Listen to the podcast here.

Show Notes:

Recently retired, taught for 30 years, general ed, special ed, elementary for 10 years, 20 years in middle school

Middle school is a interesting time in a students life. Social issues become extremely important to them. This creates a struggle for students trying to find who they are, and a struggle for the parents. They want to be children and adults at the same time as they try to figure out who they are.

Elementary is more lenient and forgiving for students, teachers are generally more flexible. In middle school, teachers have 120-200 students a day, so the one on one has gone away. Teachers don’t have as much opportunity to be lenient, to be flexible and to be merciful. Students often reel with that because they’ve come from a background where they didn’t have to produce so much on their own.

Elementary teachers see a broader picture of the child and can better understand their strengths.

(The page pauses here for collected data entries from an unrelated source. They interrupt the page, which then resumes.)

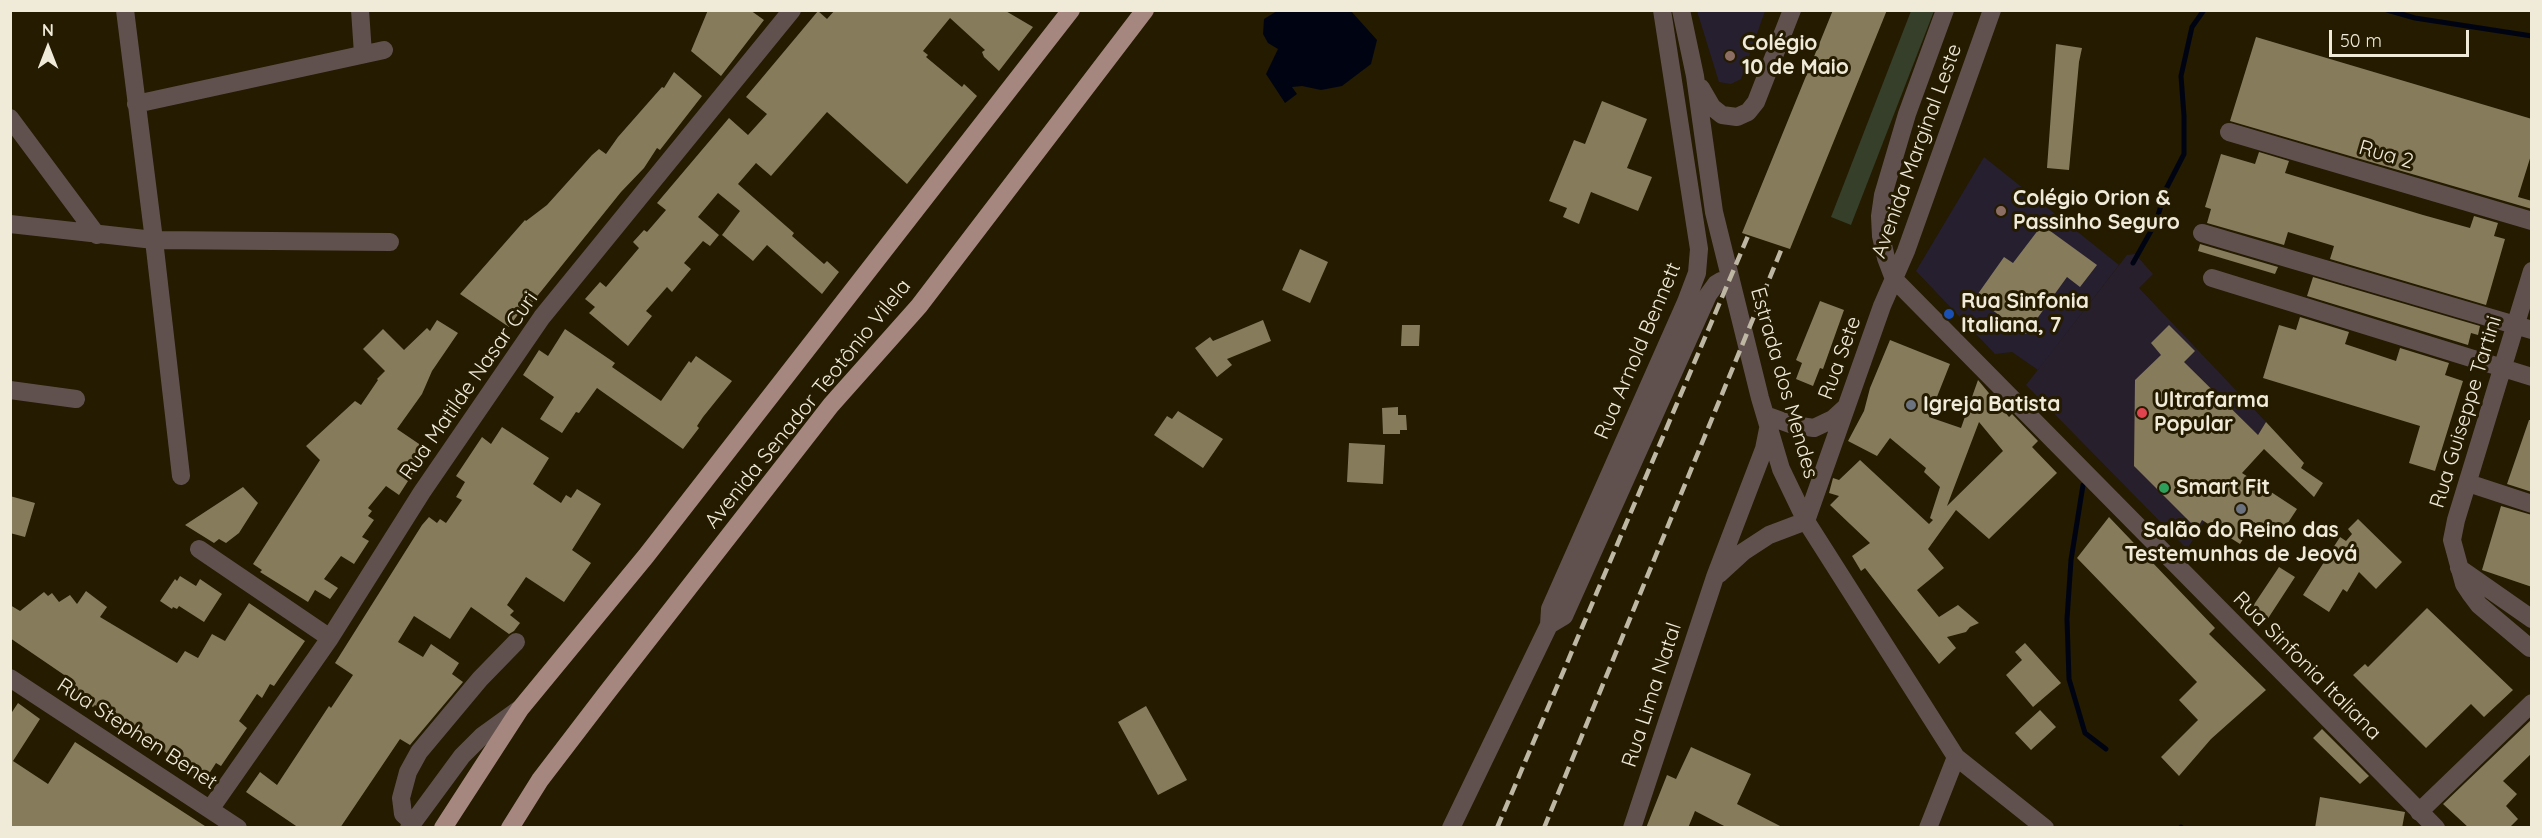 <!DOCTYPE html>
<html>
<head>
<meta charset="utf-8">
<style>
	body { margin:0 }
	#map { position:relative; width:2542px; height:838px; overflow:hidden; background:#241b00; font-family:Quicksand,sans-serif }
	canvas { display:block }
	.frame { position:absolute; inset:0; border:12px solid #f0ead9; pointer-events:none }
	.north { position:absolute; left:18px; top:18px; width:60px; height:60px; -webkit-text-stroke:4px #241b00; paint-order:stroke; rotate:0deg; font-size:16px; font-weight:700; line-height:24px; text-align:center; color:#f0ead9 }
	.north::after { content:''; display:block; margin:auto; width:21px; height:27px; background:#f0ead9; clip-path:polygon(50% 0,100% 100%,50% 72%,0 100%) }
	.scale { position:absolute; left:2329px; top:30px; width:140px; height:27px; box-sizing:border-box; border:3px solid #f0ead9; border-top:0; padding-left:8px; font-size:18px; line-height:21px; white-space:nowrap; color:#f0ead9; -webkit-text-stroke:4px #241b00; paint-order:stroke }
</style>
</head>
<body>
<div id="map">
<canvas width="2542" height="838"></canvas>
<div class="frame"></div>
<div class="north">N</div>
<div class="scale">50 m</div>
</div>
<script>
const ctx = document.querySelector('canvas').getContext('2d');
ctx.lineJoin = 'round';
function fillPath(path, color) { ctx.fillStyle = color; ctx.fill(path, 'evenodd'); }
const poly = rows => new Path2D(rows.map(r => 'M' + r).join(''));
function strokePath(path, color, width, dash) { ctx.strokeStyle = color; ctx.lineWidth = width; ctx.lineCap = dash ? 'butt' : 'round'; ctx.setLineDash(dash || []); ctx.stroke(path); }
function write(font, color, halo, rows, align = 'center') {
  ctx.font = font + ' Quicksand,sans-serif'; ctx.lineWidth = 6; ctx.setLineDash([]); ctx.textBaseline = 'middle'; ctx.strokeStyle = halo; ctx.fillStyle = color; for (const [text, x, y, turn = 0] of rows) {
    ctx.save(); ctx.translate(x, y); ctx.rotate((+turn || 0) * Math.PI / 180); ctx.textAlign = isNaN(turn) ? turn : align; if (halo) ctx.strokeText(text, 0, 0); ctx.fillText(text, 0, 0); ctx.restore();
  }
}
fillPath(poly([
	[2135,254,2153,274,2139,288,2266,422,2187,549,2026,385,2127,255]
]), '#281f2d');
fillPath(poly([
	[1697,11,1765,11,1741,79,1731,84,1719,82],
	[1984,157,2119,265,2038,370,2012,352,1995,354,1916,271]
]), '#261f2f');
fillPath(poly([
	[1911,11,1934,11,1851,225,1831,217]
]), '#363f29');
fillPath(poly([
	[1277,11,1351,11,1377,40,1371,64,1342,86,1321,90,1302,86,1292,87,1297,94,1285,103,1266,74,1278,49,1268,43,1263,34,1264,19]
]), '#000412');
strokePath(poly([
	[2387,10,2415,18,2532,36],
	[2133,263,2156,222,2166,189,2184,154,2184,116,2181,76,2192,27,2204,10],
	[2083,485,2071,560,2067,619,2069,679,2085,733,2106,749],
	[2181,828,2181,827]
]), '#000412', 5);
fillPath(poly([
	[708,10,750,10,764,20,721,76,691,51],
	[835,10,1004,10,1033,27,999,71,984,57,982,52,985,50,950,18,923,51,928,55,926,57,962,87,964,84,977,96,907,184,827,112,771,176,756,163,738,184,794,233,792,236,824,264,827,261,839,272,822,294,767,245,753,261,722,235,740,211,718,193,698,217,719,235,710,246,703,241,684,263,691,269,672,292,667,287,646,311,652,316,628,346,589,313,595,307,585,299,600,282,606,287,639,248,633,242,644,230,647,232,666,210,657,203,729,118,748,135,767,114,746,97,818,11,827,19],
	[1833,10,1887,10,1790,249,1742,233],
	[2256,37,2532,119,2532,152,2518,197,2532,201,2532,209,2230,121],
	[2056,44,2082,48,2079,62,2069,170,2047,168],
	[674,72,702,96,660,150,657,148,644,168,621,192,522,315,519,313,509,327,460,294,525,220,526,221,547,205,592,155,599,149,606,154,618,137,662,87,664,88],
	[1602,101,1647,119,1627,168,1652,177,1638,211,1591,192,1579,224,1563,217,1567,208,1549,201,1574,140,1585,144],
	[2259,152,2289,161,2285,173,2423,215,2470,228,2474,216,2498,223,2494,236,2505,239,2486,305,2330,259,2334,246,2288,232,2284,245,2207,223,2211,209,2205,207,2221,154,2255,164],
	[2042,225,2097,265,2080,287,2067,277,2026,334,1975,298,2004,257,2013,263],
	[2200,244,2278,267,2275,274,2198,251],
	[1300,249,1328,262,1310,303,1282,290],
	[2313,277,2480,326,2478,335,2471,333,2468,345,2307,296],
	[1820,301,1844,310,1823,369,1820,368,1813,386,1796,379,1802,363,1796,360],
	[2300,317,2349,332,2345,344,2396,361,2400,348,2449,363,2445,375,2463,381,2435,471,2409,463,2420,426,2263,378,2279,325,2296,330],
	[437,320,458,333,432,371,422,394,397,429,428,450,399,495,386,486,368,508,372,511,368,516,374,520,362,537,369,541,354,564,341,556,324,579,338,588,330,599,315,590,308,602,260,572,262,570,253,564,320,460,306,446,355,401,361,405,378,380,377,379,385,371,363,349,383,329,404,350,427,328,430,331],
	[1263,320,1271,341,1227,359,1232,365,1217,377,1195,348,1210,337,1213,341],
	[1402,325,1420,325,1419,346,1401,346],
	[2169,325,2195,351,2184,362,2258,435,2266,422,2304,463,2301,468,2323,483,2314,497,2264,449,2242,473,2297,509,2278,538,2254,522,2240,544,2202,520,2197,529,2134,466,2135,380,2161,355,2151,343],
	[565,329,615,363,612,367,661,401,689,361,691,363,696,356,732,381,703,417,697,426,699,428,683,449,597,388,579,413,576,412,562,433,540,419,554,397,523,375,539,350,548,356],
	[1890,340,1950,364,1929,417,1961,428,1978,380,2009,417,2012,414,2038,441,2032,447,2057,473,1989,539,1956,510,1928,549,1944,568,1917,590,1939,617,1958,605,1979,623,1970,627,1966,632,1947,637,1956,648,1939,664,1865,568,1861,571,1852,556,1870,543,1830,505,1839,496,1829,493,1833,478,1839,480,1860,460,1929,524,1933,520,1930,518,1940,487,1924,472,1926,468,1890,438,1877,456,1848,441,1864,411,1870,388],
	[1979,422,2003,451,1947,506],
	[1398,407,1398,415,1406,415,1407,430,1400,430,1400,434,1383,434,1382,408],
	[1178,411,1223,439,1203,468,1154,435,1167,416,1172,419],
	[2529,420,2532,420,2532,492,2507,484],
	[502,427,549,458,533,484,561,503,566,495,571,498,577,489,601,504,572,550,591,563,564,602,526,577,507,605,514,611,510,615,520,623,514,631,509,634,471,607,450,639,414,616,398,642,423,657,431,644,459,663,452,674,463,682,410,745,400,739,340,828,299,828,246,792,260,772,277,785,329,706,331,708,353,675,335,663,422,525,429,517,437,523,440,519,446,523,462,500,456,497,465,482,456,476,482,437,491,444],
	[1349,443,1385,445,1383,484,1347,482],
	[243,487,258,503,239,533,226,543,219,539,214,543,185,525],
	[10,496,35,503,25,537,10,533],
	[2501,506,2532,515,2532,587,2482,570],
	[2109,517,2215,628,2209,634,2266,690,2211,739,2179,776,2161,757,2198,720,2179,700,2197,682,2077,558],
	[2358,519,2402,562,2376,589,2359,572,2347,592,2343,589,2329,612,2303,595,2340,537,2346,541,2352,534,2348,529],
	[2279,567,2295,577,2267,620,2253,606],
	[180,576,196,586,200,579,222,594,204,622,179,606,177,609,173,607,172,609,160,601,175,579,177,581],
	[86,591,107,607,100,617,177,663,185,651,198,658,212,634,225,641,249,603,305,641,274,686,270,684,262,698,257,694,239,721,247,728,221,766,216,763,205,780,134,730,95,705,93,707,70,692,76,683,10,638,10,605,20,611,44,592,48,596,52,593,59,602,70,595,77,604],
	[2427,608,2513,690,2484,717,2471,704,2426,748,2353,675,2365,664,2368,667],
	[2025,643,2061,683,2033,707,2006,675,2022,660,2015,652],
	[18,703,40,719,13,761,48,784,75,742,208,828,10,828,10,715],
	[1146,706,1187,780,1158,795,1118,722],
	[2040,710,2056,727,2031,750,2015,733],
	[2532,719,2532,753,2503,781,2517,794,2506,806,2518,819,2509,828,2469,828,2443,804],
	[2322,729,2369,776,2360,784,2313,738],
	[1691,747,1751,774,1737,804,1784,828,1728,828,1695,811,1688,828,1646,828,1667,775,1676,779],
	[2320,797,2405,812,2402,828,2315,828]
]), '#867b5b');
strokePath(poly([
	[360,10,363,54],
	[1681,10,1695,76,1714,212,1760,398,1781,469,1806,521,1956,757,2045,828],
	[1945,10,1907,114,1883,195,1880,216,1881,236,1886,258,1894,279,2436,828],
	[1701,88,1712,107,1722,115,1737,117,1748,112,1756,102,1792,10],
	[136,104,384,50],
	[10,118,97,235],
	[2229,132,2532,221],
	[10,224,154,240,125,10],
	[2202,233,2532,330],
	[2212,278,2532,377],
	[10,390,76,399],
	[1765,415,1793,425,1814,428,1833,419,1845,408],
	[181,476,154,240,390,242],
	[2468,483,2532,504],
	[1806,521,1882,306,1906,251,1992,10],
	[199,549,330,638],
	[2459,568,2532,619],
	[1719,574,1743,552,1769,535,1806,521],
	[1549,625,1564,616,1708,295,1716,284,1721,281,1731,283],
	[2530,648,2479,605,2470,593,2464,584,2452,540,2456,520,2532,271],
	[10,678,238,828],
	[211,808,330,638,422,492,542,317,792,10],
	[2419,812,2532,703],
	[412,822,403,814,401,798,408,772,419,752,480,679,516,642],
	[409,828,462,756,482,736,518,710],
	[1451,828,1549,625,1550,609,1686,302,1697,273,1699,249,1694,217,1662,10],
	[1632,828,1715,577,1764,449,1768,429],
	[1928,828,1956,757]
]), '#61514e', 18);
strokePath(poly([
	[443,828,520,709,646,556,1071,10],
	[510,828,540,780,605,695,831,405,919,306,1145,10]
]), '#a6877f', 18);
strokePath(poly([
	[1497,828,1748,236],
	[1544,828,1782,248]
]), '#beb7a4', 4.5, [12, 6]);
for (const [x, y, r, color] of [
	[1730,56,6,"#8d6e63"],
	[2001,211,6,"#8d6e63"],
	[1949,314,6,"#1a4fb4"],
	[1911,405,6,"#6b7280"],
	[2142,413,6,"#e0444e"],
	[2164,488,6,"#2e9e5b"],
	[2241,509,6,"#6b7280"]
]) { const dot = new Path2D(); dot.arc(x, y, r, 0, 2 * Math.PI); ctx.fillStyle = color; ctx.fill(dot); strokePath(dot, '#241b00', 2); }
write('bold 21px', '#f0ead9', '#241b00', [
	["Colégio",1742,44],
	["10 de Maio",1742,68],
	["Colégio Orion &",2013,199],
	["Passinho Seguro",2013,223],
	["Rua Sinfonia",1961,302],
	["Italiana, 7",1961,326],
	["Ultrafarma",2154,401],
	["Popular",2154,425],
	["Igreja Batista",1923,405],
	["Smart Fit",2176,488],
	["Salão do Reino das",2241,531,"center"],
	["Testemunhas de Jeová",2241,555,"center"]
], 'left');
write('21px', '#f0ead9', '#241b00', [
	["Avenida Marginal Leste",1917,151,-70],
	["Rua 2",2386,155,16],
	["Rua Arnold Bennett",1638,351,-67],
	["Rua Sete",1840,358,-70],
	["Estrada dos Mendes",1784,383,74],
	["Rua Matilde Nasar Curi",469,386,-55],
	["Avenida Senador Teotônio Vilela",808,404,-51],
	["Rua Guiseppe Tartini",2466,412,-73],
	["Rua Sinfonia Italiana",2307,666,45],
	["Rua Lima Natal",1652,695,-72],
	["Rua Stephen Benet",137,734,33]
]);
</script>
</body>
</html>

Middle school teachers are under a different obligation when it comes to grading. The expectation is different. The requirements for students are different and vary from class to class.

“My number one job is not to teach English or Math. My number one job is to teach responsibility.” Most kids are lacking this as they enter middle school. They need to understand consequences for their actions and take responsibility for themselves.

Parents can make sure kids are writing in an agenda, staying on top of assignments. Most school districts have parent portals so that parents can be on top of what the students need to do.

Middle schoolers get embarrassed easily. They don’t like to go to teachers and ask when they need extra help. Students need to be willing to ask teachers for help. If there is a problem, and the parent sees a problem, they need to contact the teacher right away so that they can correct the problem before they have dug too deep a hole.

Study buddies are a great idea- connecting with someone in the class in case you don’t understand the homework, etc.

Parents that are on top of teachers daily are not viewed as proactive as much as they are seen as too involved. Parents need to be involved with students but not shield them from consequences.

“Of course you don’t want your child to totally fail, but you also have to allow them to hurt a little bit...They have to understand that they blew it sometimes…”

Often children don’t share everything at this age.

Parents kind of have to have a fine line: figuring out how their student is doing without nagging, and knowing what is going on in class without contacting the teacher daily.

“Middle school is a chance for the students to figure out what kind of student they’re going to be the rest of their lives. It gives them the opportunity to figure out how to study, how to do well in certain classes. It also teaches them their weaknesses as well as their strengths.”

Parents as well as students need to set the stage so that children can succeed in high school.

Students need to learn responsibility. Parents need to allow students to be themselves. Realize that some classes they will do well in and some not as well. Students need to learn to enjoy school. Teachers are there to be their mentors and their guides.

Give feedback to teachers; it helps them become better teachers.